++++ MATERIAL PROVIDED
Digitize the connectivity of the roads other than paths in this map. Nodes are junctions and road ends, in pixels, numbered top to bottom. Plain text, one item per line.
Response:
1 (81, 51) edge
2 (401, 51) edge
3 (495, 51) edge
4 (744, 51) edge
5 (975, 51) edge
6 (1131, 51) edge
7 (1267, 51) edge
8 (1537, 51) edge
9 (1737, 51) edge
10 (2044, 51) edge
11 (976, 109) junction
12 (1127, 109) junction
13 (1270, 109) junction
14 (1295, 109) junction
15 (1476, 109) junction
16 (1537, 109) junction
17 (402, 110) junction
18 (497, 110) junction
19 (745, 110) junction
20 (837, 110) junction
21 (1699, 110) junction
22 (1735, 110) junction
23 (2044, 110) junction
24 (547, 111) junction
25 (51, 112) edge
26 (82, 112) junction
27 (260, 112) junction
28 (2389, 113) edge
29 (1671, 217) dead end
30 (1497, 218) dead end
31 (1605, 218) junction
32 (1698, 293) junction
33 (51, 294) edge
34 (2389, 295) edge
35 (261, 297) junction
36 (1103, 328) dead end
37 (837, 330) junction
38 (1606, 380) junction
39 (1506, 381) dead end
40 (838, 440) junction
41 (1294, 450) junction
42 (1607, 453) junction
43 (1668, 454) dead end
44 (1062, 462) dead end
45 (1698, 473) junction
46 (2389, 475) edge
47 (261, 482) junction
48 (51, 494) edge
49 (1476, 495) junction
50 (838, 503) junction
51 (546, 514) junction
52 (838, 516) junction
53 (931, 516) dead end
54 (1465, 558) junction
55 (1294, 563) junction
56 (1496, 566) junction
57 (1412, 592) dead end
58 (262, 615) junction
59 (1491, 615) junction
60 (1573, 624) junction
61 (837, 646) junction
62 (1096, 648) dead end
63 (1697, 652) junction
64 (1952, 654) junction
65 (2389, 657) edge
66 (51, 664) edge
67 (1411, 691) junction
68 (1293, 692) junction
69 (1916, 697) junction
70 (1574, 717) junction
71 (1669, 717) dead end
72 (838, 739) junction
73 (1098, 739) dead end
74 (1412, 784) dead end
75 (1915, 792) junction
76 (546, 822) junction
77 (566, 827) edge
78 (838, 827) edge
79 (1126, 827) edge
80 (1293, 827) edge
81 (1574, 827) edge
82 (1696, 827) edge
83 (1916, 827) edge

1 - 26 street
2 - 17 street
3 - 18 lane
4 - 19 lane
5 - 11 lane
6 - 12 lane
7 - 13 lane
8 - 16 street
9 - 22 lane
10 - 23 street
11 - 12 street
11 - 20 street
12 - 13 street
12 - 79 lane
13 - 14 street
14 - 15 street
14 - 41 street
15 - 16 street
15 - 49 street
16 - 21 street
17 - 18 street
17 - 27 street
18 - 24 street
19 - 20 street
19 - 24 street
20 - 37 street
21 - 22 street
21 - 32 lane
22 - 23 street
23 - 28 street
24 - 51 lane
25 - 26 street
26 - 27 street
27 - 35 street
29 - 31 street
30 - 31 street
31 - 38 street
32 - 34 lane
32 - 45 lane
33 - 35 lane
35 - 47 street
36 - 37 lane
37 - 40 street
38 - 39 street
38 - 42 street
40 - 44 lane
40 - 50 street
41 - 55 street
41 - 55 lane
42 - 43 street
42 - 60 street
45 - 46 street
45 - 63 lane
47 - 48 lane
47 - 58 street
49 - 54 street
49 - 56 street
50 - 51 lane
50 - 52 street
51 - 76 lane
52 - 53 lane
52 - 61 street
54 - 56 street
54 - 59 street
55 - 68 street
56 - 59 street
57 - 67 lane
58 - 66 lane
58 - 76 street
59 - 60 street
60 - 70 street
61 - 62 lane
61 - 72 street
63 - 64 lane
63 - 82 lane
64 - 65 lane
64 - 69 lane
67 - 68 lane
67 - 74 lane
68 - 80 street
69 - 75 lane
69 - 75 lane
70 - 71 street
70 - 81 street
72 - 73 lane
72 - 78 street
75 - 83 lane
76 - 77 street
++++++++
++++ MATERIAL PROVIDED
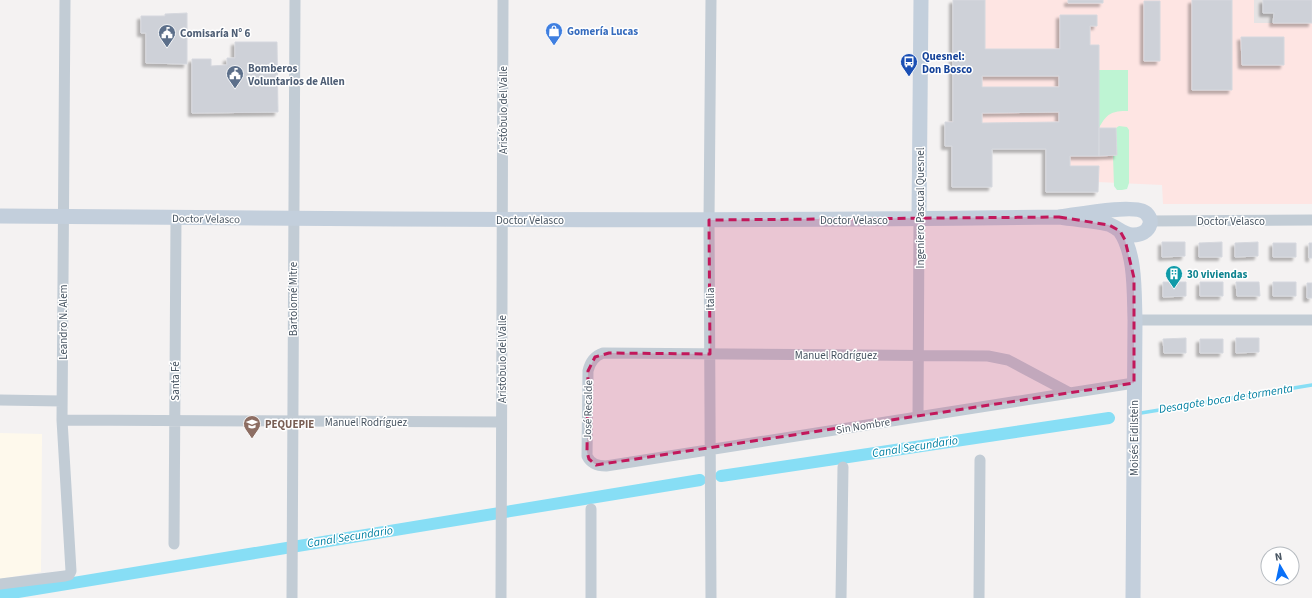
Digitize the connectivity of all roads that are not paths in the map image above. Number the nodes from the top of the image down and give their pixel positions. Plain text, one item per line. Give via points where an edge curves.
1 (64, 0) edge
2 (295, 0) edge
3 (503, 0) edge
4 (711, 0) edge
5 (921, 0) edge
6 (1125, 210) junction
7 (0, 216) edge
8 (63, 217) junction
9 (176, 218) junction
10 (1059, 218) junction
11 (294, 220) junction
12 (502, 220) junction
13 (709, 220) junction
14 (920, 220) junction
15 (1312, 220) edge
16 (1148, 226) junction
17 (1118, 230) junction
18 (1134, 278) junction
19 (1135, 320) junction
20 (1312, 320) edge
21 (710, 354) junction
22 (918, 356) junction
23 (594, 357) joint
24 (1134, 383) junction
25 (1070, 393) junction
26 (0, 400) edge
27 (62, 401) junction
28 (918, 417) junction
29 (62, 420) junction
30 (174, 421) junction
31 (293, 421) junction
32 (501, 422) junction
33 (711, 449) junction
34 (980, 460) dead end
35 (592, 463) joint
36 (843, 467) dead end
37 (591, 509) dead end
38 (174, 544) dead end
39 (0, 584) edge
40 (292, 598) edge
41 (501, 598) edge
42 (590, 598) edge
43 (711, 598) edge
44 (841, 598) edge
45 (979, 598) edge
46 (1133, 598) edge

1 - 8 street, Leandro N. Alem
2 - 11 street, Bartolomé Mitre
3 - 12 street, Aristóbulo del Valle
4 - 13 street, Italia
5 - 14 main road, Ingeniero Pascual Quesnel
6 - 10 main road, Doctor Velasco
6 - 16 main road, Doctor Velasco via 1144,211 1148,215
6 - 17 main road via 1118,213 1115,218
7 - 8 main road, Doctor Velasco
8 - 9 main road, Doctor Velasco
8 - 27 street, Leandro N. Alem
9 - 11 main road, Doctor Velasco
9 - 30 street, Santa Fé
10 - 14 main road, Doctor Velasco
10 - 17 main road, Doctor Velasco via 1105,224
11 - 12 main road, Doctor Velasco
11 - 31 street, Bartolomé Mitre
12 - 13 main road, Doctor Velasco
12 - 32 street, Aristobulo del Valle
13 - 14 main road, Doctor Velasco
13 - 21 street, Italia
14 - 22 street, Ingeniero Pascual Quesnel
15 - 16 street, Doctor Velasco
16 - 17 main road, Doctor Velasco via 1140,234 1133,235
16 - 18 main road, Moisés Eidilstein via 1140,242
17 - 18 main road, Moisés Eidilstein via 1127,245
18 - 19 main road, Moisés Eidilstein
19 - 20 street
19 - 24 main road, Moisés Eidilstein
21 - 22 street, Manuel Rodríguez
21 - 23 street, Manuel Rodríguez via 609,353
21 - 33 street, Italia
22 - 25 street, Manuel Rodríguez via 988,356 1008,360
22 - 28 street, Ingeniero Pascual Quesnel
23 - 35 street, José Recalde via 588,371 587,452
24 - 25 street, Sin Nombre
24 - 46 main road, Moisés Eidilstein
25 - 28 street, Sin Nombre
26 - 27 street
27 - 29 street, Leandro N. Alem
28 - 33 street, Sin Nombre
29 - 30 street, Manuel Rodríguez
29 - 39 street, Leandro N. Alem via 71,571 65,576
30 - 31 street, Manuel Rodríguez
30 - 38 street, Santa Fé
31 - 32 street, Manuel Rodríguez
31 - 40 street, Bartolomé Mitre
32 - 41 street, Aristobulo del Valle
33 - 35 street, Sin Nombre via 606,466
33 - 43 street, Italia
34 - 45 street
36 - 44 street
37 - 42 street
++++++++
Now copy each line of the entries that mentions "Alem".

◆ ANSWER ◆
1 - 8 street, Leandro N. Alem
8 - 27 street, Leandro N. Alem
27 - 29 street, Leandro N. Alem
29 - 39 street, Leandro N. Alem via 71,571 65,576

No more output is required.